* [Task description]: Where a line in the listing contains the string "Administración", copy that line out.

* [Data under study]:
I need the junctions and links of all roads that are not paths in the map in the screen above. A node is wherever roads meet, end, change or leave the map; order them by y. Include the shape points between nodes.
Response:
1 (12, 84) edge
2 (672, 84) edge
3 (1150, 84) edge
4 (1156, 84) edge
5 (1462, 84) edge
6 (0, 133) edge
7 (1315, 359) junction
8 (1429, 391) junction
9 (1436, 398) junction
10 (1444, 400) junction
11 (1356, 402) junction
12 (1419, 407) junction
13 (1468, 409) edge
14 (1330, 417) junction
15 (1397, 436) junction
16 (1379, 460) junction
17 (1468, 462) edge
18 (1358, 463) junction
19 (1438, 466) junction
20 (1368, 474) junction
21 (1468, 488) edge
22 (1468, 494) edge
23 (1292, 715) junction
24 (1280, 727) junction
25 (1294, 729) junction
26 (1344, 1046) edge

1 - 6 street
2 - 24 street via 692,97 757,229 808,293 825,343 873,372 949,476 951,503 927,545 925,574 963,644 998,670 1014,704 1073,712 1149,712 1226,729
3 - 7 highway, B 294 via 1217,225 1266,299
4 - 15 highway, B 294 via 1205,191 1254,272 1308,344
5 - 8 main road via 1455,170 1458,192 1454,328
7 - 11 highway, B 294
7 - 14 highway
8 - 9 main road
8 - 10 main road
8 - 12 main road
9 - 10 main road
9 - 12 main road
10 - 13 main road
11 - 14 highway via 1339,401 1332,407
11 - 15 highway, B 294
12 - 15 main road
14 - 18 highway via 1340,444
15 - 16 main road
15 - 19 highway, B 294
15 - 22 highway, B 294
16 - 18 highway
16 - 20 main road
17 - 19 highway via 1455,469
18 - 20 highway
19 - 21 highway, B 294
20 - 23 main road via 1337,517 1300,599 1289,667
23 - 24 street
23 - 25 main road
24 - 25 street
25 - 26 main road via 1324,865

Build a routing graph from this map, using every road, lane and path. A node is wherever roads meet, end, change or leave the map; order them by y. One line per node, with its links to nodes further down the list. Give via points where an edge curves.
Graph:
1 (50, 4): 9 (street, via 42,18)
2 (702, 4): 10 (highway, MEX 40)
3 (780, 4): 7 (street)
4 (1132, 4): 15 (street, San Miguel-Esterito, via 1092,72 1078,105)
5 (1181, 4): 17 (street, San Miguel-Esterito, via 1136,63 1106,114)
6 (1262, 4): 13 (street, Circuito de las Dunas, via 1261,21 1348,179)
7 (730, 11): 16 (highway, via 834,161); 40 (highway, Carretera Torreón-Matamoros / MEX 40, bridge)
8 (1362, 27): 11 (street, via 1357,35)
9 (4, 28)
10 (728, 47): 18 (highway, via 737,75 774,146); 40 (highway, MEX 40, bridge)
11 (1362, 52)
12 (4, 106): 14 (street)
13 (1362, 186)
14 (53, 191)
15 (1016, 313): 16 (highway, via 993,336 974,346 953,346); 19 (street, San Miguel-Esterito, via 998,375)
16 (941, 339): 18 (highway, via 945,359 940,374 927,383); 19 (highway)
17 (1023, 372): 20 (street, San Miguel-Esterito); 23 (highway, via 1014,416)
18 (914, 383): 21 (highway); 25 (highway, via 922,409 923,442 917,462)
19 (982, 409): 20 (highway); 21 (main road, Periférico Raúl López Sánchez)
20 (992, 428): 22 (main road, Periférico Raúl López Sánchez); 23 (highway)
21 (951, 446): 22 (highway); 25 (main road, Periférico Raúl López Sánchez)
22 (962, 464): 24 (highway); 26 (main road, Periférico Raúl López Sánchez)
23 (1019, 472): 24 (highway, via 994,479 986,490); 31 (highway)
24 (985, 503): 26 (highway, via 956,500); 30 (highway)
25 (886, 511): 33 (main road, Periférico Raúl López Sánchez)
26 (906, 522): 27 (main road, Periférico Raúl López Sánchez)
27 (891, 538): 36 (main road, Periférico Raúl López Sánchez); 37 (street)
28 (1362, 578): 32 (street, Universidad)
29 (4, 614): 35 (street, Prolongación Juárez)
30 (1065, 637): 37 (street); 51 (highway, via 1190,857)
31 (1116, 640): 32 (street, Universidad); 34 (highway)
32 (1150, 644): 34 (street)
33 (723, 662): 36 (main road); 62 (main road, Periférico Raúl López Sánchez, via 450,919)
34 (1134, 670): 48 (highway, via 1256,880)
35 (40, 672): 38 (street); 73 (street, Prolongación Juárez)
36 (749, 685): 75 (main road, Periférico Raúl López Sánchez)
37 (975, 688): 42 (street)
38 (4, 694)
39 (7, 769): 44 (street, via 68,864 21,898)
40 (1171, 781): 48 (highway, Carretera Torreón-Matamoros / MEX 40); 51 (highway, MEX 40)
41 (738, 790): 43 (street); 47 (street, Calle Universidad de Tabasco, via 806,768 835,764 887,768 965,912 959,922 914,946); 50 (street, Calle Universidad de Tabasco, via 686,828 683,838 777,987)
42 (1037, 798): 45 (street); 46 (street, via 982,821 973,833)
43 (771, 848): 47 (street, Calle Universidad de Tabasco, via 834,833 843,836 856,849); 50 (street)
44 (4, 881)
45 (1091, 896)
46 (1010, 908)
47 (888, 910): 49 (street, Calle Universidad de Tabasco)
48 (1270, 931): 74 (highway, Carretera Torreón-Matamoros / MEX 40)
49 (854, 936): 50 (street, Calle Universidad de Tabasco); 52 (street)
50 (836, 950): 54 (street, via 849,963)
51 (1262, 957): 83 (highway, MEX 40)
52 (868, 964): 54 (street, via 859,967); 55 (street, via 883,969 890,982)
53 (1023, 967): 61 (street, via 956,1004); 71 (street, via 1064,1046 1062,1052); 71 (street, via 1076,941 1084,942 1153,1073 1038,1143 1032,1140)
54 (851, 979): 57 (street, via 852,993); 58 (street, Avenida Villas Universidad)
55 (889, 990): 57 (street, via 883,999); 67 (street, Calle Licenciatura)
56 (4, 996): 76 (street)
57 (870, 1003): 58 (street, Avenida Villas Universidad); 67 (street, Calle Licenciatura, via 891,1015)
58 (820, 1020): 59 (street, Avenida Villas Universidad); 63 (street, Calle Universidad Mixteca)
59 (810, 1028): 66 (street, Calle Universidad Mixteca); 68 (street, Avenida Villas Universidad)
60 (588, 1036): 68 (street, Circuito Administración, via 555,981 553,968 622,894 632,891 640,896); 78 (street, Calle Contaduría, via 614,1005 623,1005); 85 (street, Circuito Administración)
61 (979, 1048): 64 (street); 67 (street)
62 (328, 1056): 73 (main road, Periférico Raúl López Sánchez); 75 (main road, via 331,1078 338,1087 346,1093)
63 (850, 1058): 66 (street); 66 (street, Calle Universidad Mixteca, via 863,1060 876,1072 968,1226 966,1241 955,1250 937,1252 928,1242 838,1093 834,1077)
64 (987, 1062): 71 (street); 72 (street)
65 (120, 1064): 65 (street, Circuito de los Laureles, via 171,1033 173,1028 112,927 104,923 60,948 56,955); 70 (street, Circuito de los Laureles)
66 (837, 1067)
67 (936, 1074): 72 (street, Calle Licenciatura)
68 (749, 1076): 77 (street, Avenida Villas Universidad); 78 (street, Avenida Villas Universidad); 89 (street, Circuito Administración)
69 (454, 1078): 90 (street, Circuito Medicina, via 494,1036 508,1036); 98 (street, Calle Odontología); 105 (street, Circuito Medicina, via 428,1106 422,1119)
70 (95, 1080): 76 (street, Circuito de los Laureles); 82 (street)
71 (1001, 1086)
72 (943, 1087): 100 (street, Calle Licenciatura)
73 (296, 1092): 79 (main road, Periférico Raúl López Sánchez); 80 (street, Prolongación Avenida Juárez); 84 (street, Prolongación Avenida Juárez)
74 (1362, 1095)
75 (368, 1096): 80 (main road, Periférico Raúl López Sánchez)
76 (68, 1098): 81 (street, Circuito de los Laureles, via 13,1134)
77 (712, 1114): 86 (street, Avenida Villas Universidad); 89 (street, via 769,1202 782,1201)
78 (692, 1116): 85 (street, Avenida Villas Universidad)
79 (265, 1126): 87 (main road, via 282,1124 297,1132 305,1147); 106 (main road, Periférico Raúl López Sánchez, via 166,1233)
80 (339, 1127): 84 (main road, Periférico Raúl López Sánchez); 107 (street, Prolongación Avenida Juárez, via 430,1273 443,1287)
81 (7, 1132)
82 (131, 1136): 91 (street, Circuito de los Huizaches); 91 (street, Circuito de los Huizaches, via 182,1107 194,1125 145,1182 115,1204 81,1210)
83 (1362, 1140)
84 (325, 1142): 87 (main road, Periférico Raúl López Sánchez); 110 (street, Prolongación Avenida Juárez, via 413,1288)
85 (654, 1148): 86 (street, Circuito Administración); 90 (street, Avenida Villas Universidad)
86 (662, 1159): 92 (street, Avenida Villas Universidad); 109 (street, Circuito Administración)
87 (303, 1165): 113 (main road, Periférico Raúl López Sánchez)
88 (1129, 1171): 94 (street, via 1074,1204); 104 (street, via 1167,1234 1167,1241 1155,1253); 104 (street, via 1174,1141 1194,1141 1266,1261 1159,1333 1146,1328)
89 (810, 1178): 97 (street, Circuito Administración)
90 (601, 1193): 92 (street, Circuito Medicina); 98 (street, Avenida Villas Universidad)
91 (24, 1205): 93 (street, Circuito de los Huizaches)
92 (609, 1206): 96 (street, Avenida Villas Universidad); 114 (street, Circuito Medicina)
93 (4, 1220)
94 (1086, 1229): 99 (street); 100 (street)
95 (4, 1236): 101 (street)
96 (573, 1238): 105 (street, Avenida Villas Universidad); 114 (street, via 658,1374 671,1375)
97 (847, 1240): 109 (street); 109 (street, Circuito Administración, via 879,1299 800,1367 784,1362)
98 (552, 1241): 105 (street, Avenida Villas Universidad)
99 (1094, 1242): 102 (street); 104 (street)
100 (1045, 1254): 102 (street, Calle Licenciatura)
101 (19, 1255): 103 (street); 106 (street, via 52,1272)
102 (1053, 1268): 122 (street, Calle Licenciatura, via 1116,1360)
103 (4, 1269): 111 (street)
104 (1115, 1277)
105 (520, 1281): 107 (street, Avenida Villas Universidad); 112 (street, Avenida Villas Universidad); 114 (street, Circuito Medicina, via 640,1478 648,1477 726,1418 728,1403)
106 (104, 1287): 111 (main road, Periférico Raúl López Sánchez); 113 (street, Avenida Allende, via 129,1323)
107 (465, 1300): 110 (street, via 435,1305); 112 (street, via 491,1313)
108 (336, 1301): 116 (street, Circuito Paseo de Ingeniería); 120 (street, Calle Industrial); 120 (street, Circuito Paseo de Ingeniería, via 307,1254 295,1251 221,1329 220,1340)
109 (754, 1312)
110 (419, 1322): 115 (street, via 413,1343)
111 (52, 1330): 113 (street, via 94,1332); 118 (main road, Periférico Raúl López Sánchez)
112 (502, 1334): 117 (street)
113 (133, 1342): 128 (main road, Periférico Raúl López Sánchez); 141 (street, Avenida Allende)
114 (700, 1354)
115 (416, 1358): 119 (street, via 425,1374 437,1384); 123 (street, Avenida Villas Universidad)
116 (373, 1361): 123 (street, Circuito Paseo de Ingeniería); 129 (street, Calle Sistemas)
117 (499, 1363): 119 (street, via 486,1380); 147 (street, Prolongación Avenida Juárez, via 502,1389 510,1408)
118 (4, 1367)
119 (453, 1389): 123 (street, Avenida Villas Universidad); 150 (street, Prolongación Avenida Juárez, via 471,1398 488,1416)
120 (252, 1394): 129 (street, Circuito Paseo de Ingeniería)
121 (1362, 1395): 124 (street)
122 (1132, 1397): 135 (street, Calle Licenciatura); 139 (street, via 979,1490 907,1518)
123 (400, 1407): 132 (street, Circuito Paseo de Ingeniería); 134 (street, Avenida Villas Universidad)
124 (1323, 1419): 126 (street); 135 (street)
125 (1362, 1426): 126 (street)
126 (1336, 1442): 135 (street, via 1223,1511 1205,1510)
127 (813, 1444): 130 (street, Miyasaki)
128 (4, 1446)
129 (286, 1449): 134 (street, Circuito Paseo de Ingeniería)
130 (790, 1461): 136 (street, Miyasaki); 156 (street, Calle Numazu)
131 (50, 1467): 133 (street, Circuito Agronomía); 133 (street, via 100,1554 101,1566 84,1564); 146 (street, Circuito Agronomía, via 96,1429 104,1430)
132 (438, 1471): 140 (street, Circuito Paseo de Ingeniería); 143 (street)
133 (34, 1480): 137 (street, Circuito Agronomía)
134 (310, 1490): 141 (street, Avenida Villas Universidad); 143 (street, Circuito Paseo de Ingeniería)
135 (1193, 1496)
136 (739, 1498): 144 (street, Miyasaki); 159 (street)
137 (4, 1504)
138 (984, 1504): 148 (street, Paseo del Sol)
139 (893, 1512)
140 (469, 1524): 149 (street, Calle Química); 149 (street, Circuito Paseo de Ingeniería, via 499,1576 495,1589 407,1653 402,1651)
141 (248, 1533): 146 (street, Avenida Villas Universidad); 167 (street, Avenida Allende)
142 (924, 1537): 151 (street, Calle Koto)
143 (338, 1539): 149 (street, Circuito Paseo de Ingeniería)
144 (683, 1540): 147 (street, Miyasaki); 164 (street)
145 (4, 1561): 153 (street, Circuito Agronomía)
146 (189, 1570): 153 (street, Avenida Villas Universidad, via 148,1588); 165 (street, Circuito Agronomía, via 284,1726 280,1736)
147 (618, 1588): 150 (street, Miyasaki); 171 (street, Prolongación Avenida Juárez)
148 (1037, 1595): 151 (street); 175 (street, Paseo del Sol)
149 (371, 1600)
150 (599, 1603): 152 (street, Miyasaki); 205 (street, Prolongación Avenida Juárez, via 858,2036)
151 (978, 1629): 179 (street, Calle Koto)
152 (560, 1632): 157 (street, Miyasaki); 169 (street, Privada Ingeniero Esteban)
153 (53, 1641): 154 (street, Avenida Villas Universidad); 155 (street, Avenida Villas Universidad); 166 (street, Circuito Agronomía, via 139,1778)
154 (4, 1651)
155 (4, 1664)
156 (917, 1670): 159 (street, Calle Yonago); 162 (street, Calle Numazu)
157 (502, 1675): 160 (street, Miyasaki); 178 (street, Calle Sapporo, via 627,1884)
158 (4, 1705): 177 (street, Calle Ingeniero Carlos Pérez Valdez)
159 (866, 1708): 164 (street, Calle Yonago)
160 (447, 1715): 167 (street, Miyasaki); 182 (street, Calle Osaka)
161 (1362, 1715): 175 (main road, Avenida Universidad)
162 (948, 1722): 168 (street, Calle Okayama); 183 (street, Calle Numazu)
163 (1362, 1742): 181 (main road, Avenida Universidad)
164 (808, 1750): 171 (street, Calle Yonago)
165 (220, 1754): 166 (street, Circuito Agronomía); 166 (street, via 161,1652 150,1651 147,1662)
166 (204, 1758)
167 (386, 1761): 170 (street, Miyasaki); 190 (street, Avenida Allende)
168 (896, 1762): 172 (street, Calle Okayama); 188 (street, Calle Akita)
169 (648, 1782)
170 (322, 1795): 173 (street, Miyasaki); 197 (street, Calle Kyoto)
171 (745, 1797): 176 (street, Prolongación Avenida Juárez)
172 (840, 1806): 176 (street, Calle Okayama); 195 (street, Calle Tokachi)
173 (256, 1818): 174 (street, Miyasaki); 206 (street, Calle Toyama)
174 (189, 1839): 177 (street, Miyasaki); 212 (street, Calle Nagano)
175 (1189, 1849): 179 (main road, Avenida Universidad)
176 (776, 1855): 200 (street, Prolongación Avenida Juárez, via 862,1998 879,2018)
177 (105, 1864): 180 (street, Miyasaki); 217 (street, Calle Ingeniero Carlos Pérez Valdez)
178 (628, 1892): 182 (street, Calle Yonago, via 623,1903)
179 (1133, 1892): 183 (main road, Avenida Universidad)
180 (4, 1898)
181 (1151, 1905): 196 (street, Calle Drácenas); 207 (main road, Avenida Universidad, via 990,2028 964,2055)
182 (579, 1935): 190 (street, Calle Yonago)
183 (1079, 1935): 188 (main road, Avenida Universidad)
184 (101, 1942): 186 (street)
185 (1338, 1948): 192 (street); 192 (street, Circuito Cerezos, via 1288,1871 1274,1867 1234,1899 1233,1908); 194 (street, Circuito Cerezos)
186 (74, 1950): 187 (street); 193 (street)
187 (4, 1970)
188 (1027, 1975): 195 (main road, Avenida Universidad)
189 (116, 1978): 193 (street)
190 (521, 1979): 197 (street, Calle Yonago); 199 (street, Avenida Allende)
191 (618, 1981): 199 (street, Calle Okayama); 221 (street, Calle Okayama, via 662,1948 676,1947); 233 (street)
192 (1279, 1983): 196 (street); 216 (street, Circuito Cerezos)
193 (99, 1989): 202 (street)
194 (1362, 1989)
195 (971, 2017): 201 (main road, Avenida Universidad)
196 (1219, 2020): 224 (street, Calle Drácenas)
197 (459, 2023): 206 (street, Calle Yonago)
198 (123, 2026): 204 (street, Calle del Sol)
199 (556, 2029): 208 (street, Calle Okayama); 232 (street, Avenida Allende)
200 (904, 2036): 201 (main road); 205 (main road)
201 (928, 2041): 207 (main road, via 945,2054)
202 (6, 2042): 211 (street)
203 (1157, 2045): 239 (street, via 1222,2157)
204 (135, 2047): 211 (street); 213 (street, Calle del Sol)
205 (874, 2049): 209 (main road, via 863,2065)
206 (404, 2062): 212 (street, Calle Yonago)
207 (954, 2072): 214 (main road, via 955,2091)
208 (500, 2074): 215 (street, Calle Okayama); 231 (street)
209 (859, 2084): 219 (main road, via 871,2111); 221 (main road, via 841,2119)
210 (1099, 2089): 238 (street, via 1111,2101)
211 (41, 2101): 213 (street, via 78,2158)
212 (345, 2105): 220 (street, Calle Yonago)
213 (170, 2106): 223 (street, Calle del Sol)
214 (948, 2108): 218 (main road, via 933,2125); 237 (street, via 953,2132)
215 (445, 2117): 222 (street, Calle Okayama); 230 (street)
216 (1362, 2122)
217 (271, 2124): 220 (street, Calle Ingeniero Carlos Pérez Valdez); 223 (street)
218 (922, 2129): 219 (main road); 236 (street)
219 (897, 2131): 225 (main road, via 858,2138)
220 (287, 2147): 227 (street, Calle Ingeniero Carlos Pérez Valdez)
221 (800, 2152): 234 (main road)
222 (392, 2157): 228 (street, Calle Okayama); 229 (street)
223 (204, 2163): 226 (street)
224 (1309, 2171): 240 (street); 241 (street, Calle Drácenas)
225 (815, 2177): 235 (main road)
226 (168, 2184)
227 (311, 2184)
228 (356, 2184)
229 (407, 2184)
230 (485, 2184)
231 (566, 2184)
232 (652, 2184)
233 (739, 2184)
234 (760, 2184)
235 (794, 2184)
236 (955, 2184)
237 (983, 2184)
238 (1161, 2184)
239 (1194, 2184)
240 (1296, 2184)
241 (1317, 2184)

* [Answer space]:
60 (588, 1036): 68 (street, Circuito Administración, via 555,981 553,968 622,894 632,891 640,896); 78 (street, Calle Contaduría, via 614,1005 623,1005); 85 (street, Circuito Administración)
68 (749, 1076): 77 (street, Avenida Villas Universidad); 78 (street, Avenida Villas Universidad); 89 (street, Circuito Administración)
85 (654, 1148): 86 (street, Circuito Administración); 90 (street, Avenida Villas Universidad)
86 (662, 1159): 92 (street, Avenida Villas Universidad); 109 (street, Circuito Administración)
89 (810, 1178): 97 (street, Circuito Administración)
97 (847, 1240): 109 (street); 109 (street, Circuito Administración, via 879,1299 800,1367 784,1362)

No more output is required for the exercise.